Cranberries may be among the most traditional dishes served at many a Thanksgiving spread. While it's uncertain whether they were present at the harvest feast we think of as the first Thanksgiving, if they were, they likely would've been served in a very different form.
The Question: "Where do you stand on cranberry sauce? I'd like to know whether it should be in a jelly form or some kind of relish — and if it's a jelly, is it acceptable for it to be shaped like anything other than the can? Think of this as a kind of Question of the Week that could see your answers published online. Don't even like cranberries, or have an alternative? I'd like to know that, too."
Your Answers: The responses were as varied as any other Thanksgiving meal tradition, but our admittedly loose survey breaks down like this:
- 51 percent of respondents advocated for a cranberry relish of some kind
- 29 percent supported a homemade sauce from fresh or frozen cranberries
- 17 percent said jelly or chunky cranberry sauce from a can is OK
- 3 percent said cranberries had no place at their table
Of those who preferred a jelly or canned sauce, fully one third said it still should be shaped like the can when it's served. According to marthastewart.com, recipes similar to modern sweetened cranberry sauces date to the 1630s. Pretty sure there were no cans back then.
A few people — 9, to be exact — specifically denigrated canned cranberry jelly, saying such things as "You put jelly on toast!" and "That's just blasphemous!"
Personally, I knew cranberry as the flavor of those Thanksgiving jelly discs before I ever knew it was an actual berry and still get nostalgic about it sometimes.
Lookout reader Felicity points out cans can be good with kids: "If you have a child present, open the openable end with a can opener and then poke a few holes in the other end. Have the child hold the can and let the jelly slide out into a dish — with luck it will make a wonderful “smuck” sound as it exits! It needs to be well-chilled."

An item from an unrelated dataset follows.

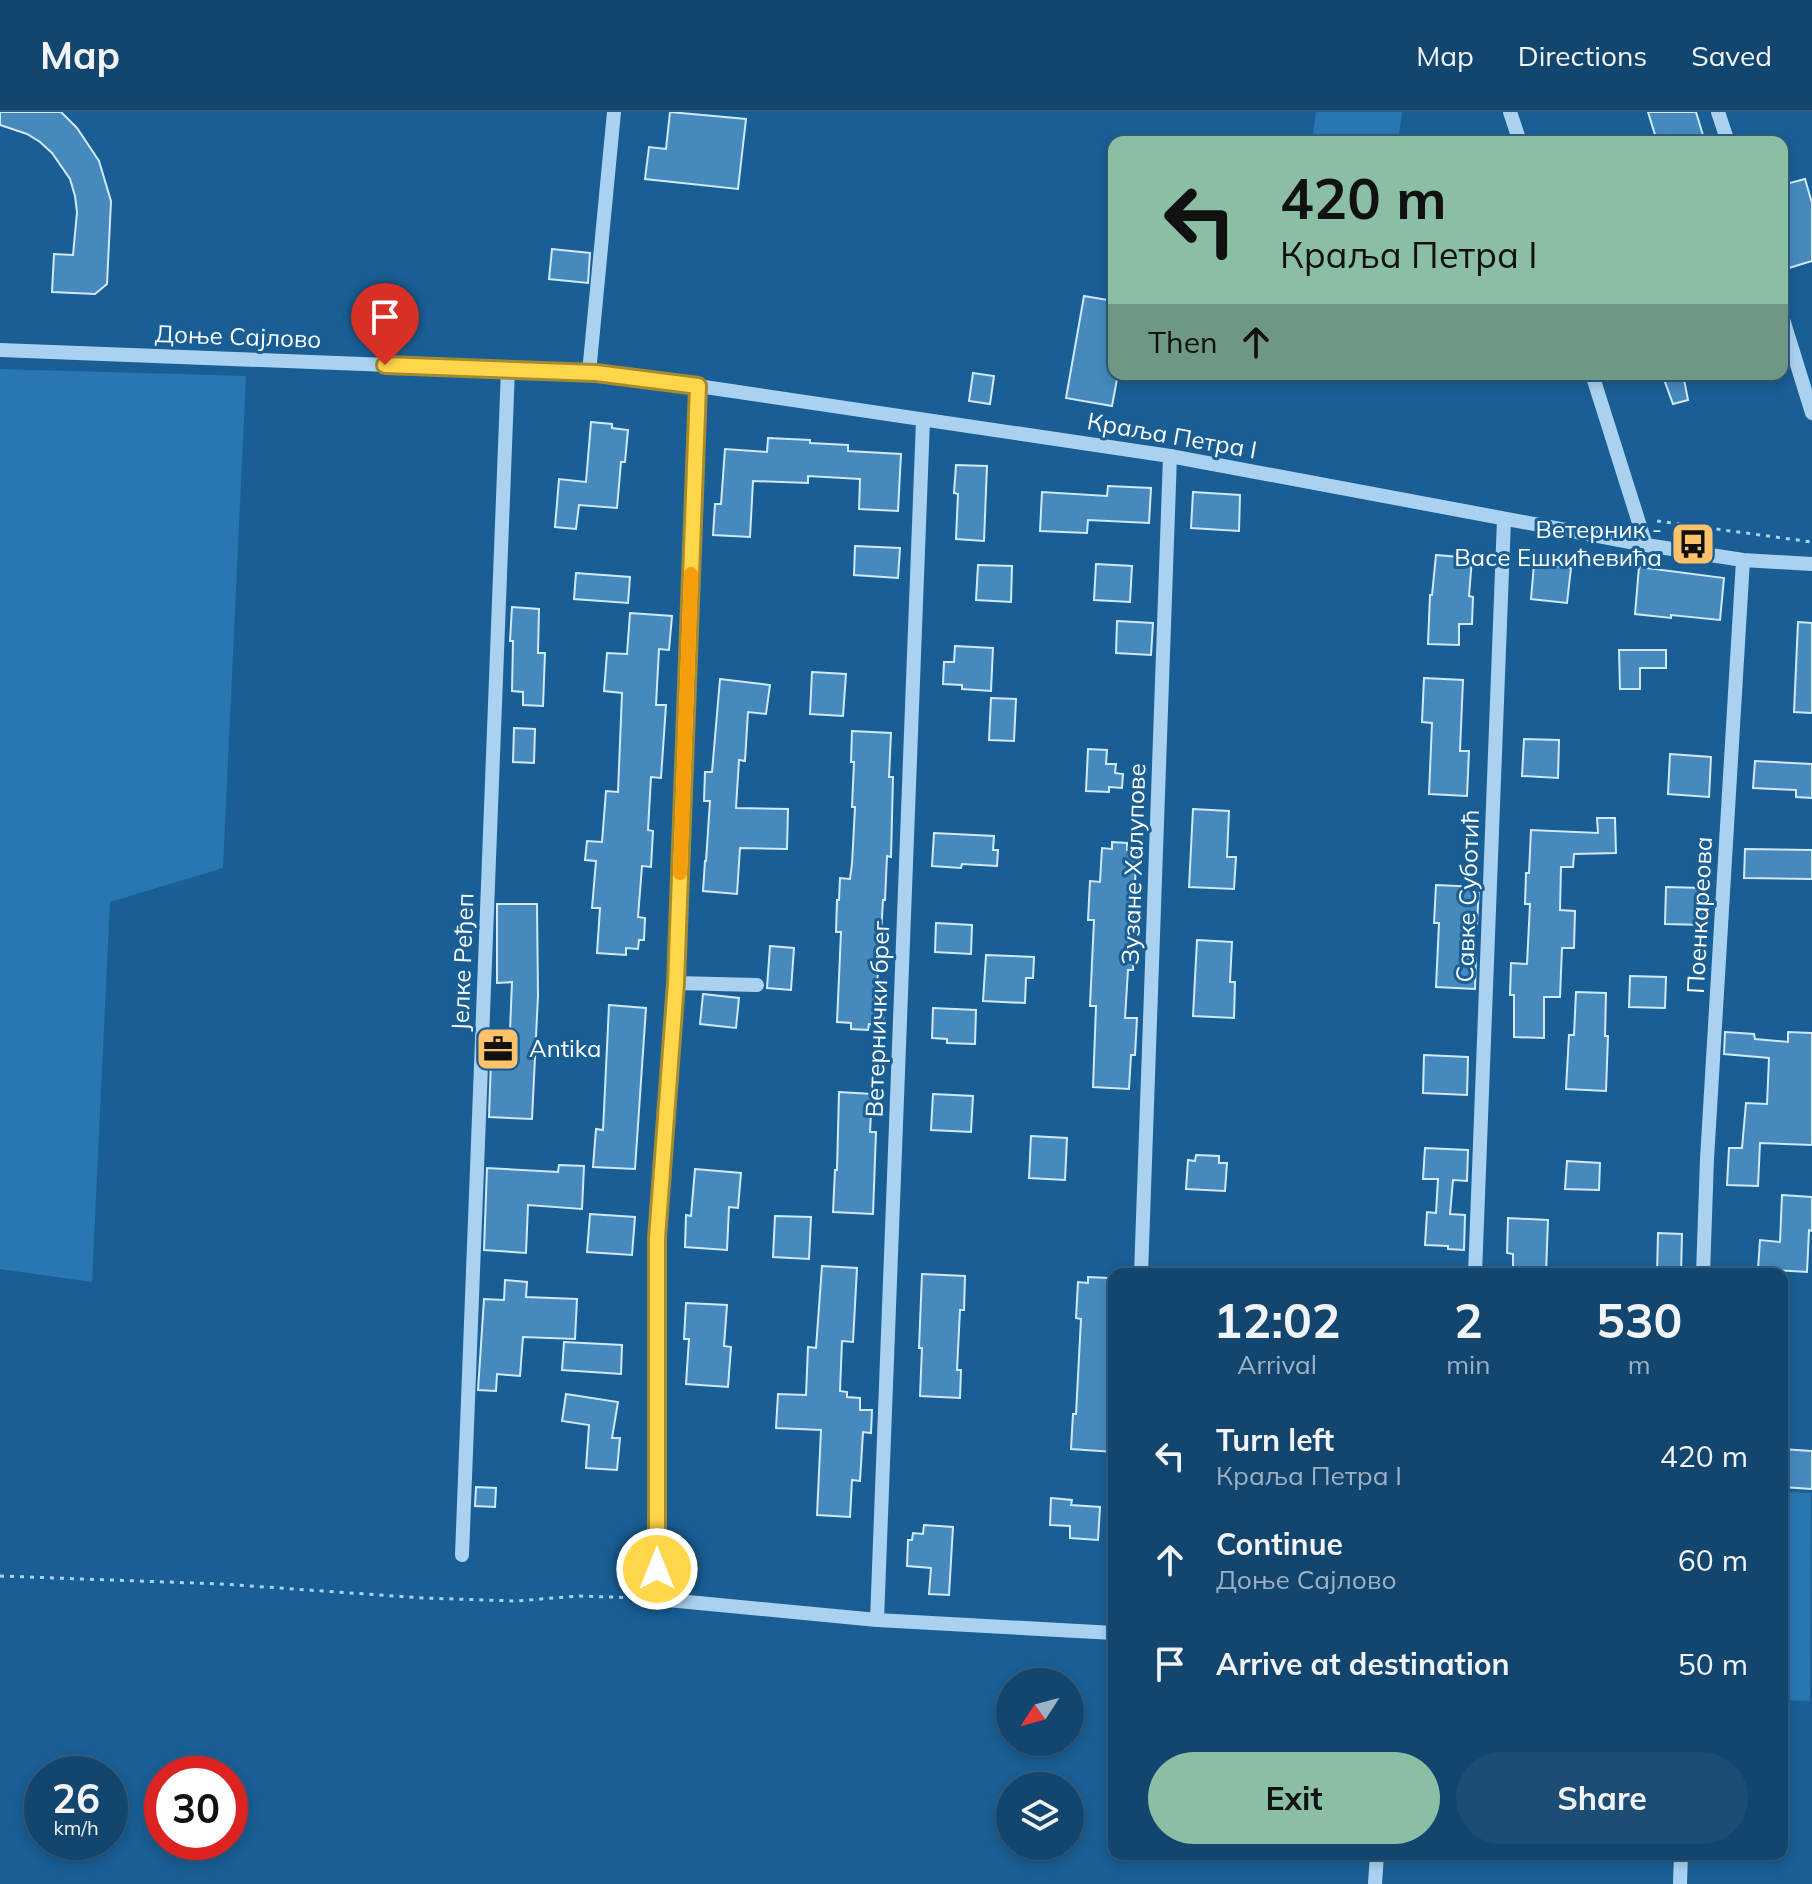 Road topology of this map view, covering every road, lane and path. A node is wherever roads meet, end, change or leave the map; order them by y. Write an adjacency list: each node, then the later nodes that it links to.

While relishes were mentioned in many forms, oranges, water and sugar were the near-universal additional ingredients (try starting with this Anthony Bourdain recipe), with occasional mentions of pineapple, nuts, jalapeños and even bacon.
Nearly a quarter of relish lovers specifically recommended Susan Stamberg's recipe "Mama Stamberg's Cranberry Relish," which has a long and storied history as a running NPR Thanksgiving tradition.
Other variations, including cranberry-lime salsa, curried cranberries, cranberry chutney, cranberry sorbet and even cranberry-brandy slush drinks were mentioned.
One thing is clear — cranberries remain a favorite at Thanksgiving, with a few readers even eschewing gravy in their favor. "I don't actually put gravy on my turkey or mashed potatoes. I top them with cranberry sauce," writes Lookout reader Jamie.
Lookout reader Sarah Field also shared her favorite homemade cranberry sauce recipe:
Quick Crowd-Pleaser Cranberry Sauce
- 1 bag fresh cranberries
- 1 cup sugar
- 1 orange, zested (not fine — use a peeler to get large peels) and juiced
- 1 cinnamon stick
- dash nutmeg (about 1/4 tsp)
- dash cloves
- dash freshly ground black pepper
- In a small saucepan, heat cranberries over medium heat. Add sugar, orange juice and orange zest. It is important to use a peeler to zest your orange so that you don't have tiny chunks of orange zest in the sauce. The large strips (avoid with white "pith" as it's very bitter) add a ton of flavor from the oil and are easy to remove for serving.
- Stir until well mixed and cook over medium heat until cranberries start to burst. Then add the cinnamon stick, nutmeg, cloves, and black pepper.
- Continue cooking, stirring occasionally, until cranberries are mostly popped and you achieve your personal favorite consistency.
- Remove orange peels and cinnamon stick if desired and serve (warm or room temperature).